ジョー・アンセルモ: 「Check 6」ポッドキャストへようこそ。Aviation Weekの編集長、ジョー・アンセルモです。もし今日の旅客機産業が、連鎖的に倒れるドミノの列だったら、最初に倒れたドミノは、カナダのボンバルディアが開発した「Cシリーズ」でした。Cシリーズが就航したのは10年前のことです。この飛行機があまりにも優れていたため、危機感を募らせたエアバスはA320のエンジン刷新(A320neoの開発)へ動き、次にボーイングに737のエンジン刷新(737 MAXの開発)を余儀なくさせました。そして、これらの改良された製品ラインが狙い通りの効果を発揮し、ボンバルディアを旅客機ビジネスから叩き出すことになったのです。Cシリーズの就航からわずか2年後、ボーイングが買収に「ノー」と言ったため、ボンバルディアはエアバスに破格の安値で売却しました。
さて、就航から10年が経った今、名称を「エアバスA220」に変えたこのCシリーズは、誰もが予想した通り、エアバスにとっての「成功作」となったのでしょうか?エグゼクティブ・エディターのイェンス・フロッタウが、モントリオール取材から戻ったばかりですので、詳しく報告してもらいましょう。また、当社の「数字のプロ」であり、Aviation Weekのフリート・データ・サービス担当ディレクターであるダニエル・ウィリアムズ。そして、AeroDynamic Advisoryのマネージング・ディレクターで、Aviation Weekのコラムニストでもあるリチャード・アブラフィアさんにも加わっていただき、議論を深めていきます。

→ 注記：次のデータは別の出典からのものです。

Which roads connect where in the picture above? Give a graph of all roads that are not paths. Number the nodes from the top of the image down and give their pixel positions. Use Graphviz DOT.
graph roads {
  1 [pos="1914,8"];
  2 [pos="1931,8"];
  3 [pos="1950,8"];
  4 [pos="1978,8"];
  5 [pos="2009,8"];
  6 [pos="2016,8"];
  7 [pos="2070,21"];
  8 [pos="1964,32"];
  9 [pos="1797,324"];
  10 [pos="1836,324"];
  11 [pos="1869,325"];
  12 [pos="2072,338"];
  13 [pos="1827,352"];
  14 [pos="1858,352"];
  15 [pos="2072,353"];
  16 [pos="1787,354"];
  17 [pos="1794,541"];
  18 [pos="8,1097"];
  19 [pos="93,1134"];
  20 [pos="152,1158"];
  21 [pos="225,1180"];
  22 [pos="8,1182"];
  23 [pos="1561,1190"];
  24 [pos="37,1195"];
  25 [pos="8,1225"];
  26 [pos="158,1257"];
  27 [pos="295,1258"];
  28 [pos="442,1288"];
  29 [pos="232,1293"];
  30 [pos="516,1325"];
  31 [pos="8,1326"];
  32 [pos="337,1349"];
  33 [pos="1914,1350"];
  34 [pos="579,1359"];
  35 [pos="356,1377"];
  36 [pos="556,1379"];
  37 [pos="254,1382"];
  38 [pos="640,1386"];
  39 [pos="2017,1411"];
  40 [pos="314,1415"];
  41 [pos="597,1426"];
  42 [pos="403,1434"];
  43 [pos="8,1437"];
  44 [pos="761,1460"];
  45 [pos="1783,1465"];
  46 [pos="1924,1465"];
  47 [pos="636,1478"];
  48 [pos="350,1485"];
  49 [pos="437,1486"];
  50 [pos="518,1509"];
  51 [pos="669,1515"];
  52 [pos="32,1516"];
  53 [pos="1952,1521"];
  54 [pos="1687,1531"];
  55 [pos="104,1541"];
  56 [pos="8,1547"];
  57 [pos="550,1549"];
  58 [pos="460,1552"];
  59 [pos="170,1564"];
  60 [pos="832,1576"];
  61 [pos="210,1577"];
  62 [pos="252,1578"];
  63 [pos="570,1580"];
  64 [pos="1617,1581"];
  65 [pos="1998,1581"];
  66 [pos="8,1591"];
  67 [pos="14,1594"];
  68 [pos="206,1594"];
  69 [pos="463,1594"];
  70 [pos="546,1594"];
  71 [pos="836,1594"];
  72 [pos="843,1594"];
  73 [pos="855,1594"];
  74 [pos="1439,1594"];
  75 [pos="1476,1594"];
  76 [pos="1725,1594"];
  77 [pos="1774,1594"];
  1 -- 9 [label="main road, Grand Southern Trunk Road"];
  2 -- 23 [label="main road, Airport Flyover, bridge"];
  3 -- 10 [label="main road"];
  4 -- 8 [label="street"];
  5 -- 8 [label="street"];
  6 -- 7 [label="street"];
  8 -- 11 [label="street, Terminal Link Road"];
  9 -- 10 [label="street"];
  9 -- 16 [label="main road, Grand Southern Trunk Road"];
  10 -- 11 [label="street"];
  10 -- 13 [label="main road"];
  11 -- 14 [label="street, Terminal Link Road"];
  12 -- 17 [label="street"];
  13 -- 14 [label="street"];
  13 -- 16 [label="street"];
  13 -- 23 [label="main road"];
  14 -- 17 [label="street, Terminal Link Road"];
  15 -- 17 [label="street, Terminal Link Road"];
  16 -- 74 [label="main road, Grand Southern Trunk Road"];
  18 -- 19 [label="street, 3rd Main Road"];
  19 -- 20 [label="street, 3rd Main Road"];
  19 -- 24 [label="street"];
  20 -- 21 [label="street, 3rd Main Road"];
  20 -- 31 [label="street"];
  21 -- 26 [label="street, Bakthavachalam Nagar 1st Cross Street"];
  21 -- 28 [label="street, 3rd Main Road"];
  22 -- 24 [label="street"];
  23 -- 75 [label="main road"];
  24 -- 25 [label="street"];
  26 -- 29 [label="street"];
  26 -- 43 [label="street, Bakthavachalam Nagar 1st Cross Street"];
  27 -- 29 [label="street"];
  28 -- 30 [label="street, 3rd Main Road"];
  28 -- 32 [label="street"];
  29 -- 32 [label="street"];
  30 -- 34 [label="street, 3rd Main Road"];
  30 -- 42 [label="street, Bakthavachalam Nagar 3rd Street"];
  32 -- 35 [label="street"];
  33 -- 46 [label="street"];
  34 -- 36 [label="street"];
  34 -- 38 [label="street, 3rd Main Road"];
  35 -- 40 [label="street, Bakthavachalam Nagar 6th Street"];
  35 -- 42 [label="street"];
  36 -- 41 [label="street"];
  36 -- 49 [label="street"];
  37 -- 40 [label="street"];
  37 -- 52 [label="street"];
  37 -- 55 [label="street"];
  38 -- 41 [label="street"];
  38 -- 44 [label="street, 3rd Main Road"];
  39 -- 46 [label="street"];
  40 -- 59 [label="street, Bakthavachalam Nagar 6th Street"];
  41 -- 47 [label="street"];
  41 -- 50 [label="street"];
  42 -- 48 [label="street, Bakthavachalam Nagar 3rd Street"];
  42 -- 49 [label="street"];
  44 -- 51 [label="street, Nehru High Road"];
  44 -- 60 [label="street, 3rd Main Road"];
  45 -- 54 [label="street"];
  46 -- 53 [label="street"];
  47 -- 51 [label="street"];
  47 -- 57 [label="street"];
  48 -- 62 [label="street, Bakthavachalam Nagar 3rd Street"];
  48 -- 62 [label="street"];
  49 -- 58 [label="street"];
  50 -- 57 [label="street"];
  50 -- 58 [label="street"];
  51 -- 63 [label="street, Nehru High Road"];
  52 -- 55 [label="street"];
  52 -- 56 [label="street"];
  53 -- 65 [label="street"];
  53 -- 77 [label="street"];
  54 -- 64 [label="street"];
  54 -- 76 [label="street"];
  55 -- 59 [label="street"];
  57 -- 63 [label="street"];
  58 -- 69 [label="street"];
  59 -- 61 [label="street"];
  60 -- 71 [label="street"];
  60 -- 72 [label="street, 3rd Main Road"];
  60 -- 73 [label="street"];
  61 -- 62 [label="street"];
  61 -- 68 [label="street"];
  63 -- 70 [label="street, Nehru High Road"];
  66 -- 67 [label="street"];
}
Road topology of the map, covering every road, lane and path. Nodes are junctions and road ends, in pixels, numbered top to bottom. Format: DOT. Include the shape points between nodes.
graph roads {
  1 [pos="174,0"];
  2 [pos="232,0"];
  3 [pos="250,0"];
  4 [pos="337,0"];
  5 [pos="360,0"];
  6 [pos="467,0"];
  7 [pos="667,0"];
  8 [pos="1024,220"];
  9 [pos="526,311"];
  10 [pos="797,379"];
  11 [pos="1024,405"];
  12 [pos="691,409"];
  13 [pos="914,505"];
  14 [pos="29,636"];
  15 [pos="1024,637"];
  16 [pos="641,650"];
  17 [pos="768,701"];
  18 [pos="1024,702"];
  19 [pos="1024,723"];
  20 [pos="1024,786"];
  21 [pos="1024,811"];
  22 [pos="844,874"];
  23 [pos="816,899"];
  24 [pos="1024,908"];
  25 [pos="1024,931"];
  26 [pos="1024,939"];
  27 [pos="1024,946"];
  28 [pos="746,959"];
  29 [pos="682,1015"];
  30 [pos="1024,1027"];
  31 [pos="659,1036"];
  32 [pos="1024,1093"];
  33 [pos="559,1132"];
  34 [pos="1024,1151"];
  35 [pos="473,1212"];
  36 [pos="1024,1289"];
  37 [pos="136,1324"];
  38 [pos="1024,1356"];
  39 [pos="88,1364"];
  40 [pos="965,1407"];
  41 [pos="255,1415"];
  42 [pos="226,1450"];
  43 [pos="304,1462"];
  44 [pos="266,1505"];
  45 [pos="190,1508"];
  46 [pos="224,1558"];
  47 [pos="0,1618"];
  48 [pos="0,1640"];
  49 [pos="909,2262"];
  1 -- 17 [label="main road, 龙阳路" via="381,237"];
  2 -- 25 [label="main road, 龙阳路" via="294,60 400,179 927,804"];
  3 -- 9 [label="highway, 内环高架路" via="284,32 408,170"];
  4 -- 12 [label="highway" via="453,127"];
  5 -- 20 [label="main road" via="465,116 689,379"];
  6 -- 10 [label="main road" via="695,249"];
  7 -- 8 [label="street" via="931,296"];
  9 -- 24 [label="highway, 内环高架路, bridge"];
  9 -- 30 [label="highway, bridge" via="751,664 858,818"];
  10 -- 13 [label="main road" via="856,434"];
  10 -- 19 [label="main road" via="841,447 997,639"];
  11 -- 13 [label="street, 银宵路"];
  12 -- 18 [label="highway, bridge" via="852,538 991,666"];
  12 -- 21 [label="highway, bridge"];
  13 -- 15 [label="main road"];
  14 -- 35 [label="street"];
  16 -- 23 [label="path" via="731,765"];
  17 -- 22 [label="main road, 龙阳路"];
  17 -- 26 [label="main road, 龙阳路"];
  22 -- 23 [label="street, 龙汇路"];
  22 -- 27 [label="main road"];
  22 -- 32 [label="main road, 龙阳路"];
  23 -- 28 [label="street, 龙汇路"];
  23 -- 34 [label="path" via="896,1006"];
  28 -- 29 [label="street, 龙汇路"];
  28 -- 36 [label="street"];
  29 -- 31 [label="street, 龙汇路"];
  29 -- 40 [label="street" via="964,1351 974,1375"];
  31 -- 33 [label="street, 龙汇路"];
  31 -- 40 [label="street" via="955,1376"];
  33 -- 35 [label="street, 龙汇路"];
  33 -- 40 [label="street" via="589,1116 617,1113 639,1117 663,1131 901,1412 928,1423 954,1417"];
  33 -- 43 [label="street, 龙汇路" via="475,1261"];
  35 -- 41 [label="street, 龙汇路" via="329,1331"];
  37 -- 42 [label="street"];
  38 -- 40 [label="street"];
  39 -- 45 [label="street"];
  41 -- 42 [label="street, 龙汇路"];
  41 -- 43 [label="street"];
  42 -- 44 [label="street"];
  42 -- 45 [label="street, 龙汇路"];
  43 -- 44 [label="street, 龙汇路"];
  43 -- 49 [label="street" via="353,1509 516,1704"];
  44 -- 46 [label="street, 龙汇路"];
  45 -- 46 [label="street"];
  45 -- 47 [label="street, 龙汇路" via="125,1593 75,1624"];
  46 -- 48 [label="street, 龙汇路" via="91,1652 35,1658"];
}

イェンス、まずはあなたから始めましょう。民間航空のファンではないリスナーの皆さんのために、基本的なところからおさらいしたいのですが、A220はエアバスのラインナップの中で最も小さい飛行機ですよね?A320よりも小さく、通路を挟んで2席と3席の「横5席配置」ですね?
イェンス・フロッタウ: はい、横5席です。2つのバージョンがあります。一つは「A220-100」で、これは2016年7月20日にスイス(インターナショナル・エアラインズ)で最初に就航したモデルです。もう一つは胴体を延長した「A220-300」で、最近エアエイジアが発注した高密度仕様では最大160席を設置できます。ただ、これでもまだA320neoよりは小さいです。そして、後ほど詳しく議論することになると思いますが、現在はさらなるストレッチ「-500」についての話し合いや計画が進められており、これが実現すれば約180席クラスになります。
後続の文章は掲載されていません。